Exasperating Daryl
Glenn A. Hascall
Summary
Daryl and John are spending an afternoon fishing together, but their goals
seem to be different. Daryl feels superior to John who is older and seems
to have less "things". In the end Daryl isn't quite as sure that he's as
rich as he thought.
Characters
DARYL: A 30-something professional. Works hard and plays hard.
JOHN: a 50-65 average Joe. Easy going.
Script
(SETTING: JOHN and DARYL are in a small rowboat).
JOHN: (Looks around and smiles) Sure is a nice day.
DARYL: (Disgruntled) I can't believe I actually had to row.
JOHN: Aww, it does a body good, Daryl.
DARYL: I don't know why you didn't let me put my bass boat in the water.
It's got a trolling motor and...
JOHN: (Looks up) Would you look at that?
DARYL: (Looks up) What?
JOHN: That sky is just about as blue as I've ever seen it.
DARYL: (Pause - still looking) Yeah, I guess it is. You know, John,
it might have been helpful if I had brought my fish finder, we're kind'a
fishing in the dark. We don't know what's down there.
JOHN: Yep.
DARYL: And you like fishing this way?
JOHN: Never saw fishing as a seek and destroy mission.
DARYL: But I could have brought my gear and shown you some pretty spectacular
advances in the technology of fishing.
JOHN: (Chuckles) Technology of fishing?
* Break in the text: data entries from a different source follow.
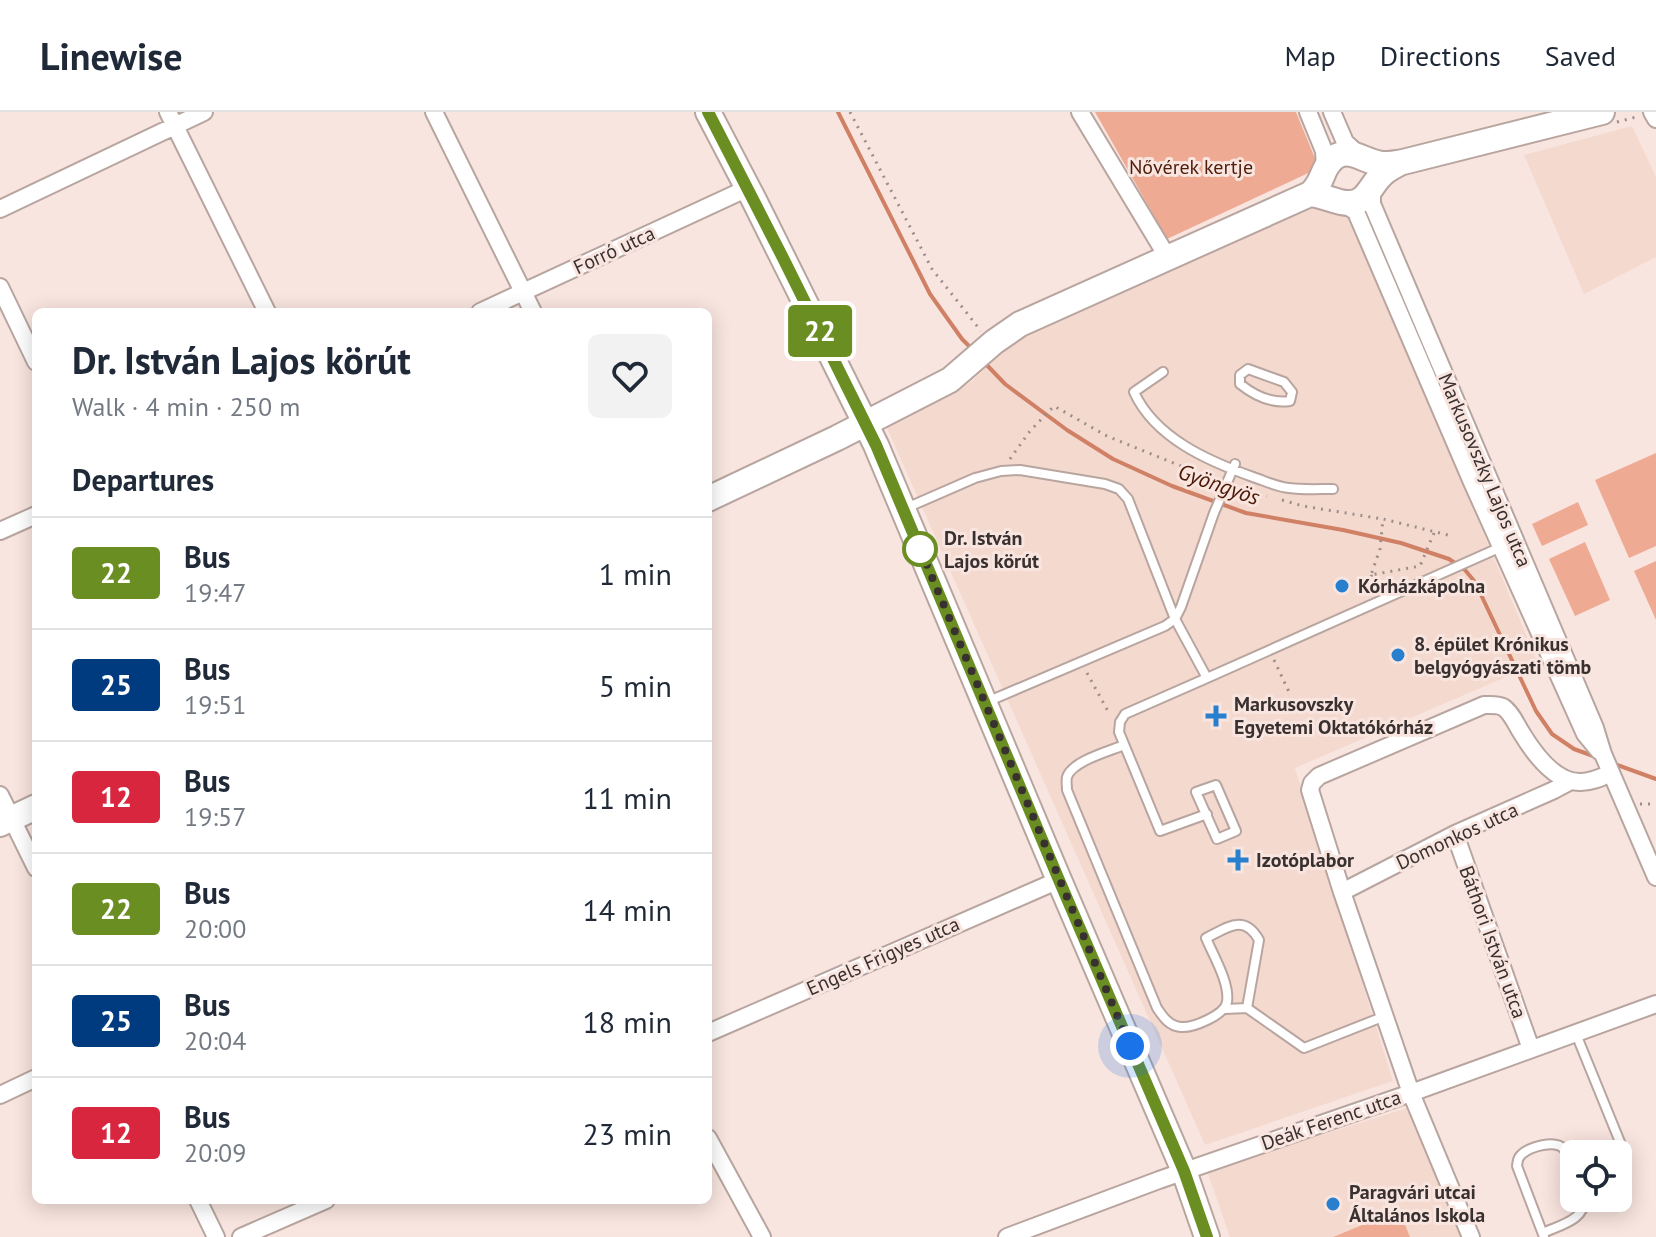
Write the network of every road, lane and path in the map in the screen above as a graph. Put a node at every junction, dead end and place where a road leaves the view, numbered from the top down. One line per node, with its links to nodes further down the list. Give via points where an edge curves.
1 (204, 112): 10 (street)
2 (434, 112): 20 (street)
3 (708, 112): 15 (street)
4 (850, 112): 24 (path, via 932,269 976,327)
5 (1080, 112): 18 (street)
6 (1308, 112): 16 (street, via 1324,151)
7 (1332, 112): 12 (street, via 1345,142)
8 (1602, 112): 13 (street)
9 (1652, 112): 11 (street)
10 (172, 119): 17 (street); 21 (street)
11 (1656, 119)
12 (1362, 157): 13 (street, via 1383,164); 14 (street, via 1372,169); 16 (street, via 1334,157)
13 (1403, 162): 14 (street)
14 (1372, 185): 16 (street, via 1353,203); 32 (street, Markusovszky Lajos utca, via 1372,204)
15 (748, 188): 20 (street, Forró utca); 29 (street)
16 (1327, 188): 18 (street, via 1251,216); 32 (street, Markusovszky Lajos utca, via 1356,212)
17 (0, 209)
18 (1168, 258): 24 (street, via 1020,324)
19 (0, 287): 25 (street)
20 (523, 292): 22 (street, Forró utca); 23 (street)
21 (265, 308)
22 (489, 308)
23 (531, 308)
24 (994, 342): 29 (street, via 950,380)
25 (32, 354)
26 (1163, 372): 30 (lane, via 1134,392 1141,407 1166,433)
27 (1262, 398): 27 (lane, via 1290,401 1292,392 1284,382 1248,369 1240,375 1240,384)
28 (1054, 406): 31 (path)
29 (866, 423): 34 (street); 35 (street)
30 (1234, 467): 33 (lane, via 1289,488); 43 (lane)
31 (1001, 471): 35 (lane); 43 (lane, via 1119,489 1128,499)
32 (1479, 479): 40 (street, Markusovszky Lajos utca)
33 (1333, 489)
34 (712, 497)
35 (903, 510): 48 (street)
36 (32, 517): 37 (street)
37 (0, 531)
38 (1434, 533): 39 (path); 41 (path, via 1420,566); 41 (path, via 1383,519)
39 (1452, 536)
40 (1508, 544): 42 (lane); 51 (street, Markusovszky Lajos utca, via 1585,734 1603,754)
41 (1371, 575): 42 (path)
42 (1381, 601): 46 (lane)
43 (1175, 619): 45 (lane); 46 (lane)
44 (1273, 657): 47 (path)
45 (1081, 662): 48 (lane); 49 (path)
46 (1207, 678): 49 (lane, via 1125,714)
47 (1290, 694)
48 (985, 703): 60 (street)
49 (1119, 732): 50 (lane)
50 (1124, 745): 55 (lane, via 1160,831); 64 (lane, via 1078,764 1066,779 1067,790 1163,1018 1193,1026)
51 (1612, 778): 52 (street, Domonkos utca); 59 (street, Markusovszky Lajos utca)
52 (1571, 781): 57 (street, Domonkos utca); 61 (street, via 1551,769 1510,713 1494,704 1319,776 1310,790)
53 (0, 795): 56 (street)
54 (32, 809): 56 (street)
55 (1207, 814): 55 (lane, via 1217,839 1236,831 1216,785 1196,792)
56 (6, 821): 58 (street)
57 (1455, 834): 61 (street, Domonkos utca); 68 (street, Báthori István utca)
58 (32, 862)
59 (1656, 877)
60 (1059, 880): 66 (street, Engels Frigyes utca); 75 (street)
61 (1342, 892): 65 (street)
62 (1656, 1004): 67 (street, Deák Ferenc utca)
63 (1247, 1008): 64 (lane); 64 (lane, via 1259,940 1247,925 1238,923 1206,938 1227,988); 65 (lane, via 1304,1048)
64 (1225, 1009)
65 (1385, 1016): 70 (street)
66 (712, 1031)
67 (1576, 1033): 68 (street, Deák Ferenc utca); 72 (lane)
68 (1531, 1049): 70 (street, Deák Ferenc utca)
69 (32, 1080): 71 (street)
70 (1411, 1093): 75 (street, Deák Ferenc utca); 85 (street)
71 (0, 1095)
72 (1619, 1140)
73 (712, 1145): 82 (street)
74 (1560, 1147): 79 (lane, via 1549,1143 1518,1158)
75 (1184, 1171): 83 (street, Deák Ferenc utca); 84 (street)
76 (200, 1204): 80 (street)
77 (317, 1204): 81 (street)
78 (1582, 1212): 79 (lane)
79 (1543, 1235)
80 (216, 1237)
81 (241, 1237)
82 (762, 1237)
83 (1007, 1237)
84 (1207, 1237)
85 (1471, 1237)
Sounds like I would be playing
a computer game. (Pause) I came out here to fish.
DARYL: But, John, you'd still be fishing.
JOHN: You think fishing is about catching fish?
DARYL: What other use is there for being out on a lake than to catch
fish.
JOHN: There's two things I've learned, Daryl. One, fishing is never
just about fishing, and two; fish generally bite best when they think you're
not interested.
DARYL: O come on John, I've spent more on fishing equipment than you
make in a year.
JOHN: Doesn't surprise me.
DARYL: What's that supposed to mean?
JOHN: Well, it seems that you and I are quite different.
DARYL: Ya' think!?
JOHN: Tell me about some of the 'things' you have.
DARYL: (Gets excited) Well, I've got that new fiberglass bass boat
and trailer. A new 4x4 SUV, my house sits on 4 of the prettiest acres in
the area, and...
JOHN: There you go. Differences. I've got a 15 year-old pickup, a hand
me down row boat, a little two bedroom house in the old part of town with
a nice little garden out back.
DARYL: I'm sorry; I must have sounded like I was bragging.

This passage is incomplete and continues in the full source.